Where does the string "Dantas" appear in the material? Copy each line that holds it.

= = = =

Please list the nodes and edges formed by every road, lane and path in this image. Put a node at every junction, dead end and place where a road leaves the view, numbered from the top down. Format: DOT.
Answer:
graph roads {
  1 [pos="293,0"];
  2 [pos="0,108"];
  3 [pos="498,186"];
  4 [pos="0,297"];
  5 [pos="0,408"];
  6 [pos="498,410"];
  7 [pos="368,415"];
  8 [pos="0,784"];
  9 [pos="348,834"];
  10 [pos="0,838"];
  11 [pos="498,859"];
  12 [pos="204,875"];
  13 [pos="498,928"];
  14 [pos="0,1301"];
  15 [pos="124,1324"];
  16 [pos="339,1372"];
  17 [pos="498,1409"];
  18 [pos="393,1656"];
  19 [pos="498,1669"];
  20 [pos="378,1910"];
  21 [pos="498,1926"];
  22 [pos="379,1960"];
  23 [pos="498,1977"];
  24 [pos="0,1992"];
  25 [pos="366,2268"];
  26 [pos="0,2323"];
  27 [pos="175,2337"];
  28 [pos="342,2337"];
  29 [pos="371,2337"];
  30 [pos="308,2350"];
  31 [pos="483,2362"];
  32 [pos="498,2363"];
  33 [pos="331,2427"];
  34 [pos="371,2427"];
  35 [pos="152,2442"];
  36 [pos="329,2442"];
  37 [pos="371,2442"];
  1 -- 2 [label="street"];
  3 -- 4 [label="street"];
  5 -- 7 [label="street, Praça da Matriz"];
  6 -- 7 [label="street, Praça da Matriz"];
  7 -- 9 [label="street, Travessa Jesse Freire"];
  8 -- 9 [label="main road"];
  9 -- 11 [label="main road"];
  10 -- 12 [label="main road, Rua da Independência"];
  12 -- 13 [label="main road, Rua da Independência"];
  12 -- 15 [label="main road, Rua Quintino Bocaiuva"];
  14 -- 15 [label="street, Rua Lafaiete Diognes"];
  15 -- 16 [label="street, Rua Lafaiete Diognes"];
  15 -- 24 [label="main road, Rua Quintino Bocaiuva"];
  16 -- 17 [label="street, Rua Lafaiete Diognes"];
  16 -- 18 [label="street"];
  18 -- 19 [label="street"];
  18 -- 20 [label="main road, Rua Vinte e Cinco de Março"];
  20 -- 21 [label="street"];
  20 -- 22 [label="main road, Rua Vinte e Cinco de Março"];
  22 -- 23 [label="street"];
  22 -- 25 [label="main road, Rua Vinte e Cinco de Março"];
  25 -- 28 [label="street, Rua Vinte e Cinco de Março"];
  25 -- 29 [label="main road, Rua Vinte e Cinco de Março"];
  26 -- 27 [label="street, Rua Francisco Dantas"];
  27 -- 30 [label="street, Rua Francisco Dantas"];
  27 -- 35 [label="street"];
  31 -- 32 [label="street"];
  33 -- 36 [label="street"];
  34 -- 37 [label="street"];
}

= = = =

## TASK RESPONSE
  26 -- 27 [label="street, Rua Francisco Dantas"];
  27 -- 30 [label="street, Rua Francisco Dantas"];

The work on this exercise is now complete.